Problem: Lines below that hold the word "Inkster" must be copied in full.

Record excerpts:
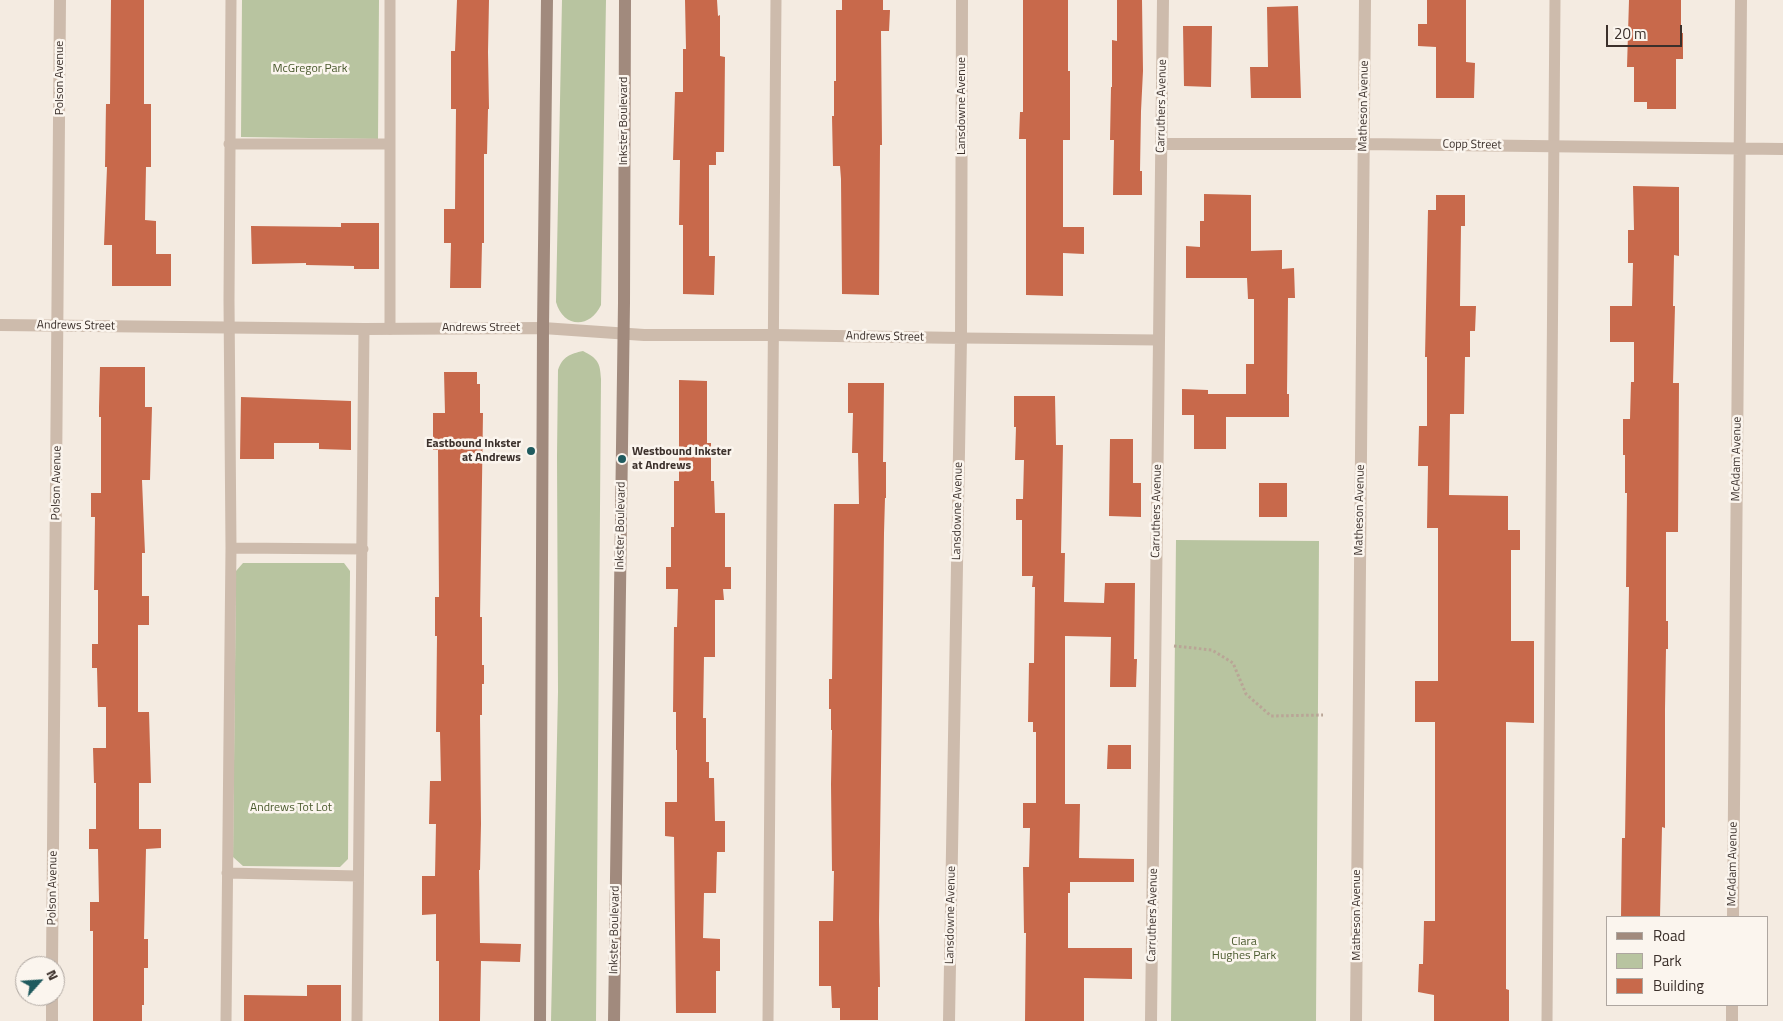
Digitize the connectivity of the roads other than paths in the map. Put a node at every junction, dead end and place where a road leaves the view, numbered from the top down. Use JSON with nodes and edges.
{"nodes":[{"id":1,"x":60,"y":0,"type":"edge"},
{"id":2,"x":231,"y":0,"type":"edge"},
{"id":3,"x":390,"y":0,"type":"edge"},
{"id":4,"x":547,"y":0,"type":"edge"},
{"id":5,"x":625,"y":0,"type":"edge"},
{"id":6,"x":776,"y":0,"type":"edge"},
{"id":7,"x":962,"y":0,"type":"edge"},
{"id":8,"x":1163,"y":0,"type":"edge"},
{"id":9,"x":1365,"y":0,"type":"edge"},
{"id":10,"x":1555,"y":0,"type":"edge"},
{"id":11,"x":1742,"y":0,"type":"edge"},
{"id":12,"x":229,"y":144,"type":"junction"},
{"id":13,"x":389,"y":144,"type":"junction"},
{"id":14,"x":1162,"y":144,"type":"junction"},
{"id":15,"x":1364,"y":144,"type":"junction"},
{"id":16,"x":1554,"y":146,"type":"junction"},
{"id":17,"x":1740,"y":148,"type":"junction"},
{"id":18,"x":1783,"y":149,"type":"edge"},
{"id":19,"x":0,"y":325,"type":"edge"},
{"id":20,"x":58,"y":326,"type":"junction"},
{"id":21,"x":229,"y":327,"type":"junction"},
{"id":22,"x":543,"y":328,"type":"junction"},
{"id":23,"x":364,"y":329,"type":"junction"},
{"id":24,"x":390,"y":329,"type":"junction"},
{"id":25,"x":623,"y":334,"type":"junction"},
{"id":26,"x":773,"y":335,"type":"junction"},
{"id":27,"x":961,"y":338,"type":"junction"},
{"id":28,"x":1159,"y":340,"type":"junction"},
{"id":29,"x":231,"y":548,"type":"junction"},
{"id":30,"x":363,"y":550,"type":"junction"},
{"id":31,"x":227,"y":873,"type":"junction"},
{"id":32,"x":358,"y":876,"type":"junction"},
{"id":33,"x":1733,"y":916,"type":"edge"},
{"id":34,"x":52,"y":956,"type":"edge"},
{"id":35,"x":52,"y":1006,"type":"edge"},
{"id":36,"x":1732,"y":1006,"type":"edge"},
{"id":37,"x":52,"y":1021,"type":"edge"},
{"id":38,"x":226,"y":1021,"type":"edge"},
{"id":39,"x":358,"y":1021,"type":"edge"},
{"id":40,"x":540,"y":1021,"type":"edge"},
{"id":41,"x":614,"y":1021,"type":"edge"},
{"id":42,"x":768,"y":1021,"type":"edge"},
{"id":43,"x":949,"y":1021,"type":"edge"},
{"id":44,"x":1151,"y":1021,"type":"edge"},
{"id":45,"x":1356,"y":1021,"type":"edge"},
{"id":46,"x":1547,"y":1021,"type":"edge"},
{"id":47,"x":1732,"y":1021,"type":"edge"}],
"edges":[{"from":1,"to":20,"type":"street","name":"Polson Avenue"},
{"from":2,"to":12,"type":"lane"},
{"from":3,"to":13,"type":"lane"},
{"from":4,"to":22,"type":"main road"},
{"from":5,"to":25,"type":"main road","name":"Inkster Boulevard"},
{"from":6,"to":26,"type":"lane"},
{"from":7,"to":27,"type":"street","name":"Lansdowne Avenue"},
{"from":8,"to":14,"type":"street","name":"Carruthers Avenue"},
{"from":9,"to":15,"type":"street","name":"Matheson Avenue"},
{"from":10,"to":16,"type":"lane"},
{"from":11,"to":17,"type":"street","name":"McAdam Avenue"},
{"from":12,"to":13,"type":"lane"},
{"from":12,"to":21,"type":"lane"},
{"from":13,"to":24,"type":"lane"},
{"from":14,"to":15,"type":"street","name":"Copp Street"},
{"from":14,"to":28,"type":"street","name":"Carruthers Avenue"},
{"from":15,"to":16,"type":"street","name":"Copp Street"},
{"from":15,"to":45,"type":"street","name":"Matheson Avenue"},
{"from":16,"to":17,"type":"street","name":"Copp Street"},
{"from":16,"to":46,"type":"lane"},
{"from":17,"to":18,"type":"street","name":"Copp Street"},
{"from":17,"to":33,"type":"street","name":"McAdam Avenue"},
{"from":19,"to":20,"type":"street","name":"Andrews Street"},
{"from":20,"to":21,"type":"street","name":"Andrews Street"},
{"from":20,"to":34,"type":"street","name":"Polson Avenue"},
{"from":21,"to":23,"type":"street","name":"Andrews Street"},
{"from":21,"to":29,"type":"lane"},
{"from":22,"to":24,"type":"street","name":"Andrews Street"},
{"from":22,"to":25,"type":"street","name":"Andrews Street"},
{"from":22,"to":40,"type":"main road"},
{"from":23,"to":24,"type":"street","name":"Andrews Street"},
{"from":23,"to":30,"type":"lane"},
{"from":25,"to":26,"type":"street","name":"Andrews Street"},
{"from":25,"to":41,"type":"main road","name":"Inkster Boulevard"},
{"from":26,"to":27,"type":"street","name":"Andrews Street"},
{"from":26,"to":42,"type":"lane"},
{"from":27,"to":28,"type":"lane"},
{"from":27,"to":43,"type":"street","name":"Lansdowne Avenue"},
{"from":28,"to":44,"type":"street","name":"Carruthers Avenue"},
{"from":29,"to":30,"type":"lane"},
{"from":29,"to":31,"type":"lane"},
{"from":30,"to":32,"type":"lane"},
{"from":31,"to":32,"type":"lane"},
{"from":31,"to":38,"type":"lane"},
{"from":32,"to":39,"type":"lane"},
{"from":35,"to":37,"type":"street"},
{"from":36,"to":47,"type":"street"}]}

The answer:
{"from":5,"to":25,"type":"main road","name":"Inkster Boulevard"},
{"from":25,"to":41,"type":"main road","name":"Inkster Boulevard"},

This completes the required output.